Можно с большой долей уверенности предположить, что творческая неудовлетворенность Чюрлениса, его борение с самим собой, со своей фантазией, начались еще задолго до того, как он пришел к живописи. Увидел ли он, что ему тесно в музыке? Или что у него не хватает технических или природных возможностей, чтобы полно выразить себя в звуках? Все созданное им говорит о том, что его воображение не могло удержаться ни в каких традиционных рамках того или иного рода искусства. Музыка же в его время была еще сугубо традиционной. Недаром Чюрленис, его друг Моравский и остальные члены их товарищеского кружка с восторгом восприняли знакомство с музыкой Рихарда Штрауса — одного из наиболее передовых европейских композиторов того времени, продолжившего и развившего своим творчеством идеи великого реформатора музыки Р. Вагнера.
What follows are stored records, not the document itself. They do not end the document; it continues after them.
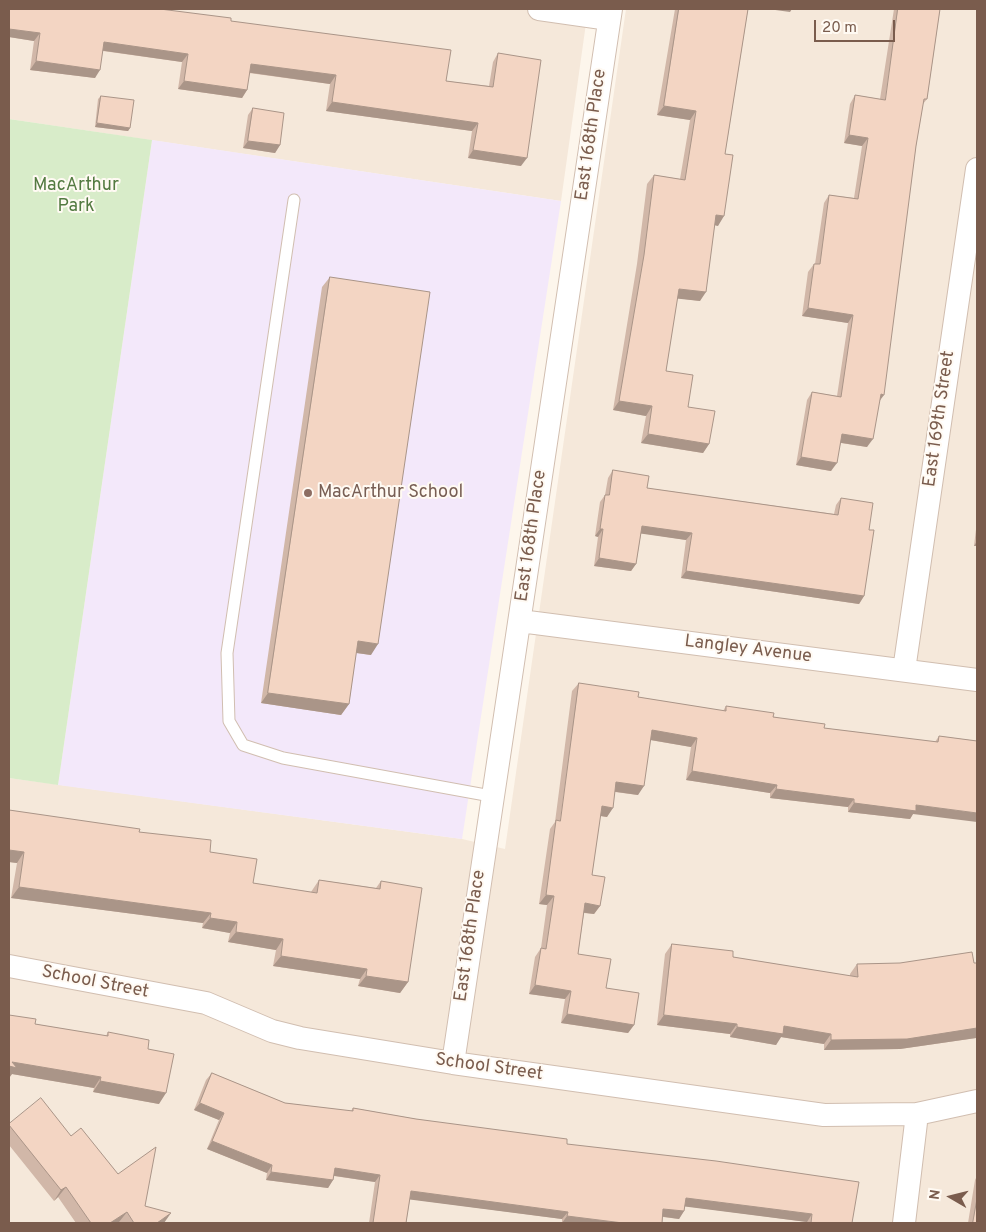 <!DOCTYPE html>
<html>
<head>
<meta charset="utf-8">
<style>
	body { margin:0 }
	#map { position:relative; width:986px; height:1232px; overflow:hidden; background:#fdf6ec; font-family:Overpass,sans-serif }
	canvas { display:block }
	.frame { position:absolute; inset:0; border:10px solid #7a5c4d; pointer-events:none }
	.north { position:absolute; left:926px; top:1172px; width:50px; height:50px; -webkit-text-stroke:4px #fffaf3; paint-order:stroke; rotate:278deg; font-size:14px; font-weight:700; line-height:20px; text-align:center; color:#7a5c4d }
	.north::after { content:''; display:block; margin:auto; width:18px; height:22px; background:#7a5c4d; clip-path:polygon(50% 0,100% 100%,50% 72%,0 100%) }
	.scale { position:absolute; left:814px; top:20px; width:81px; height:22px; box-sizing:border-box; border:2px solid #7a5c4d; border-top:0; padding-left:6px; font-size:15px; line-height:18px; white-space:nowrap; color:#7a5c4d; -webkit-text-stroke:4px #fffaf3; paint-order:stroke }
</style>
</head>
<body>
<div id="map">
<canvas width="986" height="1232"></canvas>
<div class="frame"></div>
<div class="north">N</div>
<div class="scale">20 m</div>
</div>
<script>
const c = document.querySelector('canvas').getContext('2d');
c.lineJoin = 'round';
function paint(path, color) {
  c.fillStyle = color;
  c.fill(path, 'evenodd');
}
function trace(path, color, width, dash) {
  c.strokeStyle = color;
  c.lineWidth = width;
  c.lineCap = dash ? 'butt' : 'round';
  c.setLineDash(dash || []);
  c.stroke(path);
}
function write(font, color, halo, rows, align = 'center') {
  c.font = font + ' Overpass,sans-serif';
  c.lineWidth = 4;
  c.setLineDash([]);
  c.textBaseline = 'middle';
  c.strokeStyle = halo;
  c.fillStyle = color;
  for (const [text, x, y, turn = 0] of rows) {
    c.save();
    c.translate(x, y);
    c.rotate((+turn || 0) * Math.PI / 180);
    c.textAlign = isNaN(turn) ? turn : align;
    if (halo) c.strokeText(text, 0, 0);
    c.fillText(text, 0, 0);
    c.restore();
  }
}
paint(new Path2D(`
	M9,9H588L561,201L9,119Z
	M626,9H977V1223H9V778L462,839L505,849Z`), '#f5e8da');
paint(new Path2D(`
	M152,140L561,201L462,839L58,785Z`), '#f3e8fa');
paint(new Path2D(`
	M9,119L152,140L58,785L9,778Z`), '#d8ecc9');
const lane = new Path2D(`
	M294,200L227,653L229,721L243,745L283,758L491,796`);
const street = new Path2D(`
	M539,9L609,19
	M520,621L977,680
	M904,670L977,169
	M9,966L206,1003L272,1031L300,1038L453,1063L824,1115L917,1114L977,1101
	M453,1063L611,9
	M904,1223L917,1114`);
trace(lane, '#d1beb0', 13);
trace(street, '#d1beb0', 24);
trace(lane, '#fff', 11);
trace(street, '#fff', 22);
paint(new Path2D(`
	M9,9L231,21L446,81L489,86L493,62L498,53L521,166L468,158L472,131L326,111L330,84L249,73L247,90L242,98L178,89L182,62L103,51L95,78L30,70L34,41L9,37Z
	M675,9H748L725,154L718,226L715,225L700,301L677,298L666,371L709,444L703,453L641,443L646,416L613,410L637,264L647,184L654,175L680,179L690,120L657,115Z
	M894,9H940L927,99L923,104L916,146L879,401L867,447L841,443L831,471L796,465L807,400L812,392L837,396L848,323L802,316L808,272L814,264H815L824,203L829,195L854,198L862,146L844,143L850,104L855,95L880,99Z
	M101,96L130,128L128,131L95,127L98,99Z
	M253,108L280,145L275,153L243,148L248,115Z
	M330,277L371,655L356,653L349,704L341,715L261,703L322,287Z
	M613,470L647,488L834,514L836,505L841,498L869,530L864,596L859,604L681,578L686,540L641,533L636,564L631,571L594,566L598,537L595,536L600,502L605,495L608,478Z
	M977,521V546H974Z
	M579,683L638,697L723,711L726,706L824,728L935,742L939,736L977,741L913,814L910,819L848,812V807L770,798V793L686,780L691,747L650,740L638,795L615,792L607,817L600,816L592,875L600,906L594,914L584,913L578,954L606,988L634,1025L628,1033L561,1023L565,999L529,994L535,957L541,948L547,905L539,904L550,829L555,822L572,691Z
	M9,810L139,832L210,852L253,883L311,892L319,880L376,888L381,881L408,982L400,993L358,986L360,979L273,966L276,950L228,942L230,933L202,928L203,923L11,898L17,863L9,862Z
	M672,944L733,957L850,976V974L857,964L976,1038L900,1049L824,1050V1044L781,1037L776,1045L730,1037V1034L657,1025L665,954Z
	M35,1024L106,1036L108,1032L148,1049L159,1104L93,1092L94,1088L12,1074L9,1078Z
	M212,1073L285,1103L351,1111L353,1108L416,1119L567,1144L852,1223H807V1222L685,1206L684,1211L679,1219L663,1217L662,1223H562V1219L410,1199L406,1223H369L375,1182L334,1176L333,1180L328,1188L266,1180L267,1173L207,1149L219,1120L194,1110L206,1080Z
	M9,1124L71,1136L118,1174L145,1206L164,1223H120L119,1222L118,1223H76L58,1197L54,1201L9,1145Z
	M977,1176V1223H968L975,1180Z`), '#d1b7a8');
paint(new Path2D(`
	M768,9H792L790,12Z
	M9,29L40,33L34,41L9,37Z
	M104,42L188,54L182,62L98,50Z
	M36,61L100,70L95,78L30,70Z
	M251,64L336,75L330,84L245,72Z
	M184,81L247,90L242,98L178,89Z
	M332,102L478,123L472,131L326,111Z
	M664,106L696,111L690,120L657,115Z
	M97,123L130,128L128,131L95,127Z
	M849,135L868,138L862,146L844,143Z
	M248,141L280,145L275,153L243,148Z
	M473,150L527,158L521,166L468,158Z
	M716,215L724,216L718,226L710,224Z
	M679,289L706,292L700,301L672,298Z
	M808,308L853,315L848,323L802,316Z
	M881,394L884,395L878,403Z
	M619,401L652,406L646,416L613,410Z
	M648,434L709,444L703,453L641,443Z
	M842,434L873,439L867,447L836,442Z
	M801,457L837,463L831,471L796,465Z
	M642,526L692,533L686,540L637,533Z
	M600,529H603L598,537L595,536Z
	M977,541V546H974Z
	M599,558L636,564L631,571L594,566Z
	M686,571L864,596L859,604L681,578Z
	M358,641L378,644L371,655L350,652Z
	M268,693L349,704L341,715L261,703Z
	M652,730L697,738L691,747L645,739Z
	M692,771L777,785L770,793L686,780Z
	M616,782L644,786L638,795L610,791Z
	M776,789L854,799L848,807L770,798Z
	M854,803L916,805L977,813V822L913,814L910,819L848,812Z
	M602,806L613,808L607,817L595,815Z
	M9,850L24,852L17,863L9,862Z
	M19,887L211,913L203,923L11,898Z
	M546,895L554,896L547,905L539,904Z
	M585,903L600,906L594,914L579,912Z
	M210,918L237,922L230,933L202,928Z
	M236,932L283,939L276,950L228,942Z
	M281,956L367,969L360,979L273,966Z
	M366,976L408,982L400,993L358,986Z
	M535,985L571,991L565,999L529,994Z
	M567,1014L634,1025L628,1033L561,1023Z
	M664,1015L737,1024L730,1034L657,1025Z
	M784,1026L831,1034L824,1044L781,1037L776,1045L730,1037L737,1027Z
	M977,1028V1036L976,1038L900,1049L824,1050L831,1040Z
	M12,1062L101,1077L94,1088L12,1074L9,1078V1066Z
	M100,1081L166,1093L159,1104L93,1092Z
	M200,1103L224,1113L219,1120L194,1110Z
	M212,1141L272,1165L267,1173L207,1149Z
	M335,1168L380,1175L375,1182L329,1175Z
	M271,1172L333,1180L328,1188L266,1180Z
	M66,1187L58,1197L54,1201L61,1190Z
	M411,1191L568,1212L562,1219L406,1199Z
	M686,1198L812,1214L807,1222L681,1206Z
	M663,1209L684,1211L679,1219L658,1216Z
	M127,1212L119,1222L118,1223H110Z
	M171,1213L164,1223H157Z
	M567,1216L623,1223H562Z`), '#aa9588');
const building = new Path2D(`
	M9,9H160L231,18V21L451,50L446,81L493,87L498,53L541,60L527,158L473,150L478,123L332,102L336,75L251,64L247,90L184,81L188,54L104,42L100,70L36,61L40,33L9,29Z
	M679,9H748L725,154L733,155L724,216L716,215L706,292L679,289L666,371L693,375L688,407L715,411L709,444L648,434L652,406L619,401L644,255L654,175L685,180L696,111L664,106Z
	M898,9H940L927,99H924L916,146L884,395L881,394L873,439L842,434L837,463L801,457L812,392L841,397L853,315L808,308L814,264H820L829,195L858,199L868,138L849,135L855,95L885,100Z
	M101,96L134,100L130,128L97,123Z
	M253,108L284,113L280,145L248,141Z
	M330,277L430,292L378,644L358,641L349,704L268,693Z
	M613,470L649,476L647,488L838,515L841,498L873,503L869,530H874L864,596L686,571L692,533L642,526L636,564L599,558L603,529H600L605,495H609Z
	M579,683L639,692L638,697L726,711V706L774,713L773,717L825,724L824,728L938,742L939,736L977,741V813L916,805V811L854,803V799L776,789L777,785L692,771L697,738L652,730L644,786L616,782L613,808L602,806L592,875L605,877L600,906L585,903L578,954L611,959L606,988L639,993L634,1025L567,1014L571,991L535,985L541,948L546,949L554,896L546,895L556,820L560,821Z
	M9,810L140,829L139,832L211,840L210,852L257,859L253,883L317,893L319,880L380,889L381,881L422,888L408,982L366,976L367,969L281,956L283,939L236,932L237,922L210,918L211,913L19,887L24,852L9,850Z
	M672,944L733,951V957L858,977L857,964L900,963L972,952L974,963H977V1028L907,1039L831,1040V1034L784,1026L783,1034L737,1027V1024L664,1015Z
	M9,1015L36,1019L35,1024L108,1036V1032L149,1040L148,1049L174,1054L166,1093L100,1081L101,1077L12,1062L17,1068L9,1066Z
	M212,1073L285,1103L353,1111V1108L416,1119L567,1139V1144L716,1161L859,1182L852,1223H811L812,1214L686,1198L684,1211L663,1209L662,1223H623L567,1216L568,1212L411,1191L406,1223H373L380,1175L335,1168L333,1180L271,1172L272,1165L212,1141L224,1113L200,1103Z
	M41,1098L71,1136L81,1128L118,1174L156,1147L145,1206L171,1213L157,1223H134L127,1212L110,1223H91L66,1187L61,1190L9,1125V1124Z
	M977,1199V1223H973Z`);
paint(building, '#f3d5c3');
trace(building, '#aa9588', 1);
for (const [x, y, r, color] of [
	[308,493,5,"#8d6e63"]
]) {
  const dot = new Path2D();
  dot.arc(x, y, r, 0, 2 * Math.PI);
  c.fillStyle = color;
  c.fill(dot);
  trace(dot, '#fffaf3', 2);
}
write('18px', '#7a5c4d', '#fffaf3', [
	["East 168th Place",592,135,-82],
	["East 169th Street",940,419,-82],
	["East 168th Place",532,536,-82],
	["Langley Avenue",748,650,7],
	["East 168th Place",471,936,-82],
	["School Street",95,983,11],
	["School Street",489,1068,8]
]);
write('18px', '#537a41', '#fffaf3', [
	["MacArthur",76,186],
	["Park",76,207]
]);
write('18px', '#785e54', '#fffaf3', [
	["MacArthur School",318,493]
], 'left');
</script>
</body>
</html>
В годы их учения еще почти не был известен француз Дебюсси, и Равель, родившийся в один год с Чюрленисом, только-только начинал. Судя по всему, Чюрленису не довелось тогда услышать музыки молодого Скрябина, во многом близкого ему по своим устремлениям. Из будущих новаторов Стравинский только учился у Римского-Корсакова, а Прокофьев писал детские оперы. Все великие перемены в музыке были еще впереди.